* [Activity]:
Repeat the entries shown below with every word and mark intact.

* [Entries supplied]:
▬▬▬▬▬▬

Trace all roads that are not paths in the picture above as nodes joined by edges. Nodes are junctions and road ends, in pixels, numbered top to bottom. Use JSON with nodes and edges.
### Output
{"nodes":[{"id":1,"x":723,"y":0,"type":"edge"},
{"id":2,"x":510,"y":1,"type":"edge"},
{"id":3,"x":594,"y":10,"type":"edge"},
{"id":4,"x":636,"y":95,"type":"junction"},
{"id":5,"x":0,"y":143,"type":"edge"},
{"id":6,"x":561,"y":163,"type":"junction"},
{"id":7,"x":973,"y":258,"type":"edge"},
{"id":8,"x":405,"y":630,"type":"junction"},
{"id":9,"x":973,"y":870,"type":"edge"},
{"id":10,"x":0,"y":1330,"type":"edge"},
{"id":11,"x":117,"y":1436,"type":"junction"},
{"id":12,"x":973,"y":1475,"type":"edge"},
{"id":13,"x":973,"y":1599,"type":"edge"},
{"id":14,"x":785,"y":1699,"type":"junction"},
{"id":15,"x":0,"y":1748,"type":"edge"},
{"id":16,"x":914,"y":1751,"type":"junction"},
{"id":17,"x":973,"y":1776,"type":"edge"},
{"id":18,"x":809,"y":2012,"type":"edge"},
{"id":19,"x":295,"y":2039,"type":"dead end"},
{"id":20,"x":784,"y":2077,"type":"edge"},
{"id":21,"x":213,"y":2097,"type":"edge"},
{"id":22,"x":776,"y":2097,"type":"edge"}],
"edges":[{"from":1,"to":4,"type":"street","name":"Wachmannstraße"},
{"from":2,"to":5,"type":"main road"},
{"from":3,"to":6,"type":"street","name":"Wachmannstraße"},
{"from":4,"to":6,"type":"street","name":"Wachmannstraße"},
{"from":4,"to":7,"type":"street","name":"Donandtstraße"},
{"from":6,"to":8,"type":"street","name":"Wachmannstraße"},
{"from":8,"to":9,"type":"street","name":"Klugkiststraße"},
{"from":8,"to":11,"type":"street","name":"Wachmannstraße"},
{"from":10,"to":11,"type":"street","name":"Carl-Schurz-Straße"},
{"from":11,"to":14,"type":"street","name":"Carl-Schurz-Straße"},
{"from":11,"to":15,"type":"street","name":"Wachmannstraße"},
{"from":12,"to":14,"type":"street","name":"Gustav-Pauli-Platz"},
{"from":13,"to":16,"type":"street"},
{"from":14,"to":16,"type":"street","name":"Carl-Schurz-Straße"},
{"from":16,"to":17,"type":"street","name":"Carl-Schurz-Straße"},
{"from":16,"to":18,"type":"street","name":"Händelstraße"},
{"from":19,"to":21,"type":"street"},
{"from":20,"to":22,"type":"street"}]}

▬▬▬▬▬▬

* [Output of the exercise]:
Trace all roads that are not paths in the picture above as nodes joined by edges. Nodes are junctions and road ends, in pixels, numbered top to bottom. Use JSON with nodes and edges.
### Output
{"nodes":[{"id":1,"x":723,"y":0,"type":"edge"},
{"id":2,"x":510,"y":1,"type":"edge"},
{"id":3,"x":594,"y":10,"type":"edge"},
{"id":4,"x":636,"y":95,"type":"junction"},
{"id":5,"x":0,"y":143,"type":"edge"},
{"id":6,"x":561,"y":163,"type":"junction"},
{"id":7,"x":973,"y":258,"type":"edge"},
{"id":8,"x":405,"y":630,"type":"junction"},
{"id":9,"x":973,"y":870,"type":"edge"},
{"id":10,"x":0,"y":1330,"type":"edge"},
{"id":11,"x":117,"y":1436,"type":"junction"},
{"id":12,"x":973,"y":1475,"type":"edge"},
{"id":13,"x":973,"y":1599,"type":"edge"},
{"id":14,"x":785,"y":1699,"type":"junction"},
{"id":15,"x":0,"y":1748,"type":"edge"},
{"id":16,"x":914,"y":1751,"type":"junction"},
{"id":17,"x":973,"y":1776,"type":"edge"},
{"id":18,"x":809,"y":2012,"type":"edge"},
{"id":19,"x":295,"y":2039,"type":"dead end"},
{"id":20,"x":784,"y":2077,"type":"edge"},
{"id":21,"x":213,"y":2097,"type":"edge"},
{"id":22,"x":776,"y":2097,"type":"edge"}],
"edges":[{"from":1,"to":4,"type":"street","name":"Wachmannstraße"},
{"from":2,"to":5,"type":"main road"},
{"from":3,"to":6,"type":"street","name":"Wachmannstraße"},
{"from":4,"to":6,"type":"street","name":"Wachmannstraße"},
{"from":4,"to":7,"type":"street","name":"Donandtstraße"},
{"from":6,"to":8,"type":"street","name":"Wachmannstraße"},
{"from":8,"to":9,"type":"street","name":"Klugkiststraße"},
{"from":8,"to":11,"type":"street","name":"Wachmannstraße"},
{"from":10,"to":11,"type":"street","name":"Carl-Schurz-Straße"},
{"from":11,"to":14,"type":"street","name":"Carl-Schurz-Straße"},
{"from":11,"to":15,"type":"street","name":"Wachmannstraße"},
{"from":12,"to":14,"type":"street","name":"Gustav-Pauli-Platz"},
{"from":13,"to":16,"type":"street"},
{"from":14,"to":16,"type":"street","name":"Carl-Schurz-Straße"},
{"from":16,"to":17,"type":"street","name":"Carl-Schurz-Straße"},
{"from":16,"to":18,"type":"street","name":"Händelstraße"},
{"from":19,"to":21,"type":"street"},
{"from":20,"to":22,"type":"street"}]}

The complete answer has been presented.